Entries provided:
○ ○ ○ ○

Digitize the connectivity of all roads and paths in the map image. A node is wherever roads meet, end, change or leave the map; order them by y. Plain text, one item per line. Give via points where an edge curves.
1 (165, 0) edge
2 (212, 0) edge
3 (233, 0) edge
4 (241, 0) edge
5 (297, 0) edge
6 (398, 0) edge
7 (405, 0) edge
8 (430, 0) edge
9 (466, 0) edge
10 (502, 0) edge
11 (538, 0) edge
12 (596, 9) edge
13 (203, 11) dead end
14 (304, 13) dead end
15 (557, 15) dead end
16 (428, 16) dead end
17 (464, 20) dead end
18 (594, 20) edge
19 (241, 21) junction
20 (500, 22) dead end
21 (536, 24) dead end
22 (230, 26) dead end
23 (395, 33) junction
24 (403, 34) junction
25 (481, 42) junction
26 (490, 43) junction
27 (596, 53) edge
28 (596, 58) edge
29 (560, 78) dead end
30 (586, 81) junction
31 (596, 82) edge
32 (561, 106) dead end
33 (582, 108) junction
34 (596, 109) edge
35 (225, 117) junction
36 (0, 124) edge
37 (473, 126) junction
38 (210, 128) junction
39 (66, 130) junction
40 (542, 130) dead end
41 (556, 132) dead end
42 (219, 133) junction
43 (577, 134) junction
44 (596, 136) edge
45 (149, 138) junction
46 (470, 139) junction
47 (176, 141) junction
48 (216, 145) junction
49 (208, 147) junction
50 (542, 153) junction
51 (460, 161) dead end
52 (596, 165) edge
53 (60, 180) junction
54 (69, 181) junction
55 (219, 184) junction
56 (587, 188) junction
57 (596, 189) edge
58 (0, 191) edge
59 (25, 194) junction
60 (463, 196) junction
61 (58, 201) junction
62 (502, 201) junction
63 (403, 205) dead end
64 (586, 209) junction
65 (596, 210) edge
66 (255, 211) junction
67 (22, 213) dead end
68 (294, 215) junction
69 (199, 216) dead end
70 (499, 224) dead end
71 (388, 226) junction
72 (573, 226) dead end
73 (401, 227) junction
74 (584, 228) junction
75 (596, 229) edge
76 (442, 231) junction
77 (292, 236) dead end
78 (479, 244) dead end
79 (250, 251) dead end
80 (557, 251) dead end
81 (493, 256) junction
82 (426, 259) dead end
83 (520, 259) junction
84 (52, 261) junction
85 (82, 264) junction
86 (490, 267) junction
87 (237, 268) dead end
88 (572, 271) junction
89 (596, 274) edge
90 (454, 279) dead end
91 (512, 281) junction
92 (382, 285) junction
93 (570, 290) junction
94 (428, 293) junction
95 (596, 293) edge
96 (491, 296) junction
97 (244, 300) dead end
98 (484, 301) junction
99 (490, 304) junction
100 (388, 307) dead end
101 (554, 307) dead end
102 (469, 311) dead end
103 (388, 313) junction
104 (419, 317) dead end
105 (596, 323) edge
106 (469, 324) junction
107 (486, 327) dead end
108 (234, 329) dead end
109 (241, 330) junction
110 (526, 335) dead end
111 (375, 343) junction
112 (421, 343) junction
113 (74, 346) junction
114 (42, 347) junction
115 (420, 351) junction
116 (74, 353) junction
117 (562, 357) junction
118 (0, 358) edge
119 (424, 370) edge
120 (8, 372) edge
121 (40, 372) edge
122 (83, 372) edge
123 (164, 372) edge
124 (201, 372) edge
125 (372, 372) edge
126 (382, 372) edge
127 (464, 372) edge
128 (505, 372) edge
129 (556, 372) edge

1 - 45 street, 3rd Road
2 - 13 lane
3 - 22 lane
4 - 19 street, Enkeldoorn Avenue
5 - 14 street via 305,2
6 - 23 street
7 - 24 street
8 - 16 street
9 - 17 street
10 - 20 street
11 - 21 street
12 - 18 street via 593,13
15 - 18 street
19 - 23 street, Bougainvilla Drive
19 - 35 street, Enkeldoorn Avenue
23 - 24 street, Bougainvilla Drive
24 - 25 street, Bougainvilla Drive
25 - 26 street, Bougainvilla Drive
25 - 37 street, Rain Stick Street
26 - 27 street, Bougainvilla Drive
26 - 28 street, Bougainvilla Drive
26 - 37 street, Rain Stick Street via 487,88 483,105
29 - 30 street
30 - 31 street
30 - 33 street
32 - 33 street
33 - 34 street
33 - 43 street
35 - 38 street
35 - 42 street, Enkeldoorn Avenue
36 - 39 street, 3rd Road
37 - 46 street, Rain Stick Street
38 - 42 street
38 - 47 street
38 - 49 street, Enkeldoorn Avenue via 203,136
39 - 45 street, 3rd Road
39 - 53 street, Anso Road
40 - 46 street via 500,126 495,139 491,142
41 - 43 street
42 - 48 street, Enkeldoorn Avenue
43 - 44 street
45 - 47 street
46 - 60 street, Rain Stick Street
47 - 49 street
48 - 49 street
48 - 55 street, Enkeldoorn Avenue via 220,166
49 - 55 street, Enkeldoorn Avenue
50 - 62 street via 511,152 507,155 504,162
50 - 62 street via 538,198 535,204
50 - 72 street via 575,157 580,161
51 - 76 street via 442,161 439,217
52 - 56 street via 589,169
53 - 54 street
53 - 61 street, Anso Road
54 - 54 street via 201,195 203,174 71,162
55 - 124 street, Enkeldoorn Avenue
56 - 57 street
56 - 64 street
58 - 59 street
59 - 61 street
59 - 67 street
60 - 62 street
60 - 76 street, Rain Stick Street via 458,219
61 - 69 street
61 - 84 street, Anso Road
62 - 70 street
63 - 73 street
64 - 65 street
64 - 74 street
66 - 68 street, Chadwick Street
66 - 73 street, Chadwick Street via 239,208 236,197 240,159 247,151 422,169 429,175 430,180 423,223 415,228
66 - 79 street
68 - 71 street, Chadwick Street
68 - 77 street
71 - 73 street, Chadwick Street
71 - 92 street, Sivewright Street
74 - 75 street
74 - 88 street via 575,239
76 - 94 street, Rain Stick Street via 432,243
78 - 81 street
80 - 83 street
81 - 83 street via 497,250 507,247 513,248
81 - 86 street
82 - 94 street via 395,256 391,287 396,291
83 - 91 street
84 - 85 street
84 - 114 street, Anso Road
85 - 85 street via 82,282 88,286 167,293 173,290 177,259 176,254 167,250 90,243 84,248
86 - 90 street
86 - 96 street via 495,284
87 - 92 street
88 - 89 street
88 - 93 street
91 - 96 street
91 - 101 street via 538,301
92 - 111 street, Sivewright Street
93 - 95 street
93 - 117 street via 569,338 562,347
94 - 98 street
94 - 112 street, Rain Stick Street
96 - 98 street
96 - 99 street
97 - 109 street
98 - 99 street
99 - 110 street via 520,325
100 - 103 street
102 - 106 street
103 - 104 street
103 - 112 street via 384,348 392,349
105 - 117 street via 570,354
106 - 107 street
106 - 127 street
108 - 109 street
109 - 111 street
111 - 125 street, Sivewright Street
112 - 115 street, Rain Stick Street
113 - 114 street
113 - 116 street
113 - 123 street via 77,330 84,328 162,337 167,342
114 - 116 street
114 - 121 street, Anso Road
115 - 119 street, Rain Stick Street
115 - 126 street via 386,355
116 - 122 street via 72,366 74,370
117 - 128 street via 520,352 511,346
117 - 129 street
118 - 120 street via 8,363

○ ○ ○ ○

What is being asked: Transcribe the records. Keep every word exactly as it stands.

Reply:
Digitize the connectivity of all roads and paths in the map image. A node is wherever roads meet, end, change or leave the map; order them by y. Plain text, one item per line. Give via points where an edge curves.
1 (165, 0) edge
2 (212, 0) edge
3 (233, 0) edge
4 (241, 0) edge
5 (297, 0) edge
6 (398, 0) edge
7 (405, 0) edge
8 (430, 0) edge
9 (466, 0) edge
10 (502, 0) edge
11 (538, 0) edge
12 (596, 9) edge
13 (203, 11) dead end
14 (304, 13) dead end
15 (557, 15) dead end
16 (428, 16) dead end
17 (464, 20) dead end
18 (594, 20) edge
19 (241, 21) junction
20 (500, 22) dead end
21 (536, 24) dead end
22 (230, 26) dead end
23 (395, 33) junction
24 (403, 34) junction
25 (481, 42) junction
26 (490, 43) junction
27 (596, 53) edge
28 (596, 58) edge
29 (560, 78) dead end
30 (586, 81) junction
31 (596, 82) edge
32 (561, 106) dead end
33 (582, 108) junction
34 (596, 109) edge
35 (225, 117) junction
36 (0, 124) edge
37 (473, 126) junction
38 (210, 128) junction
39 (66, 130) junction
40 (542, 130) dead end
41 (556, 132) dead end
42 (219, 133) junction
43 (577, 134) junction
44 (596, 136) edge
45 (149, 138) junction
46 (470, 139) junction
47 (176, 141) junction
48 (216, 145) junction
49 (208, 147) junction
50 (542, 153) junction
51 (460, 161) dead end
52 (596, 165) edge
53 (60, 180) junction
54 (69, 181) junction
55 (219, 184) junction
56 (587, 188) junction
57 (596, 189) edge
58 (0, 191) edge
59 (25, 194) junction
60 (463, 196) junction
61 (58, 201) junction
62 (502, 201) junction
63 (403, 205) dead end
64 (586, 209) junction
65 (596, 210) edge
66 (255, 211) junction
67 (22, 213) dead end
68 (294, 215) junction
69 (199, 216) dead end
70 (499, 224) dead end
71 (388, 226) junction
72 (573, 226) dead end
73 (401, 227) junction
74 (584, 228) junction
75 (596, 229) edge
76 (442, 231) junction
77 (292, 236) dead end
78 (479, 244) dead end
79 (250, 251) dead end
80 (557, 251) dead end
81 (493, 256) junction
82 (426, 259) dead end
83 (520, 259) junction
84 (52, 261) junction
85 (82, 264) junction
86 (490, 267) junction
87 (237, 268) dead end
88 (572, 271) junction
89 (596, 274) edge
90 (454, 279) dead end
91 (512, 281) junction
92 (382, 285) junction
93 (570, 290) junction
94 (428, 293) junction
95 (596, 293) edge
96 (491, 296) junction
97 (244, 300) dead end
98 (484, 301) junction
99 (490, 304) junction
100 (388, 307) dead end
101 (554, 307) dead end
102 (469, 311) dead end
103 (388, 313) junction
104 (419, 317) dead end
105 (596, 323) edge
106 (469, 324) junction
107 (486, 327) dead end
108 (234, 329) dead end
109 (241, 330) junction
110 (526, 335) dead end
111 (375, 343) junction
112 (421, 343) junction
113 (74, 346) junction
114 (42, 347) junction
115 (420, 351) junction
116 (74, 353) junction
117 (562, 357) junction
118 (0, 358) edge
119 (424, 370) edge
120 (8, 372) edge
121 (40, 372) edge
122 (83, 372) edge
123 (164, 372) edge
124 (201, 372) edge
125 (372, 372) edge
126 (382, 372) edge
127 (464, 372) edge
128 (505, 372) edge
129 (556, 372) edge

1 - 45 street, 3rd Road
2 - 13 lane
3 - 22 lane
4 - 19 street, Enkeldoorn Avenue
5 - 14 street via 305,2
6 - 23 street
7 - 24 street
8 - 16 street
9 - 17 street
10 - 20 street
11 - 21 street
12 - 18 street via 593,13
15 - 18 street
19 - 23 street, Bougainvilla Drive
19 - 35 street, Enkeldoorn Avenue
23 - 24 street, Bougainvilla Drive
24 - 25 street, Bougainvilla Drive
25 - 26 street, Bougainvilla Drive
25 - 37 street, Rain Stick Street
26 - 27 street, Bougainvilla Drive
26 - 28 street, Bougainvilla Drive
26 - 37 street, Rain Stick Street via 487,88 483,105
29 - 30 street
30 - 31 street
30 - 33 street
32 - 33 street
33 - 34 street
33 - 43 street
35 - 38 street
35 - 42 street, Enkeldoorn Avenue
36 - 39 street, 3rd Road
37 - 46 street, Rain Stick Street
38 - 42 street
38 - 47 street
38 - 49 street, Enkeldoorn Avenue via 203,136
39 - 45 street, 3rd Road
39 - 53 street, Anso Road
40 - 46 street via 500,126 495,139 491,142
41 - 43 street
42 - 48 street, Enkeldoorn Avenue
43 - 44 street
45 - 47 street
46 - 60 street, Rain Stick Street
47 - 49 street
48 - 49 street
48 - 55 street, Enkeldoorn Avenue via 220,166
49 - 55 street, Enkeldoorn Avenue
50 - 62 street via 511,152 507,155 504,162
50 - 62 street via 538,198 535,204
50 - 72 street via 575,157 580,161
51 - 76 street via 442,161 439,217
52 - 56 street via 589,169
53 - 54 street
53 - 61 street, Anso Road
54 - 54 street via 201,195 203,174 71,162
55 - 124 street, Enkeldoorn Avenue
56 - 57 street
56 - 64 street
58 - 59 street
59 - 61 street
59 - 67 street
60 - 62 street
60 - 76 street, Rain Stick Street via 458,219
61 - 69 street
61 - 84 street, Anso Road
62 - 70 street
63 - 73 street
64 - 65 street
64 - 74 street
66 - 68 street, Chadwick Street
66 - 73 street, Chadwick Street via 239,208 236,197 240,159 247,151 422,169 429,175 430,180 423,223 415,228
66 - 79 street
68 - 71 street, Chadwick Street
68 - 77 street
71 - 73 street, Chadwick Street
71 - 92 street, Sivewright Street
74 - 75 street
74 - 88 street via 575,239
76 - 94 street, Rain Stick Street via 432,243
78 - 81 street
80 - 83 street
81 - 83 street via 497,250 507,247 513,248
81 - 86 street
82 - 94 street via 395,256 391,287 396,291
83 - 91 street
84 - 85 street
84 - 114 street, Anso Road
85 - 85 street via 82,282 88,286 167,293 173,290 177,259 176,254 167,250 90,243 84,248
86 - 90 street
86 - 96 street via 495,284
87 - 92 street
88 - 89 street
88 - 93 street
91 - 96 street
91 - 101 street via 538,301
92 - 111 street, Sivewright Street
93 - 95 street
93 - 117 street via 569,338 562,347
94 - 98 street
94 - 112 street, Rain Stick Street
96 - 98 street
96 - 99 street
97 - 109 street
98 - 99 street
99 - 110 street via 520,325
100 - 103 street
102 - 106 street
103 - 104 street
103 - 112 street via 384,348 392,349
105 - 117 street via 570,354
106 - 107 street
106 - 127 street
108 - 109 street
109 - 111 street
111 - 125 street, Sivewright Street
112 - 115 street, Rain Stick Street
113 - 114 street
113 - 116 street
113 - 123 street via 77,330 84,328 162,337 167,342
114 - 116 street
114 - 121 street, Anso Road
115 - 119 street, Rain Stick Street
115 - 126 street via 386,355
116 - 122 street via 72,366 74,370
117 - 128 street via 520,352 511,346
117 - 129 street
118 - 120 street via 8,363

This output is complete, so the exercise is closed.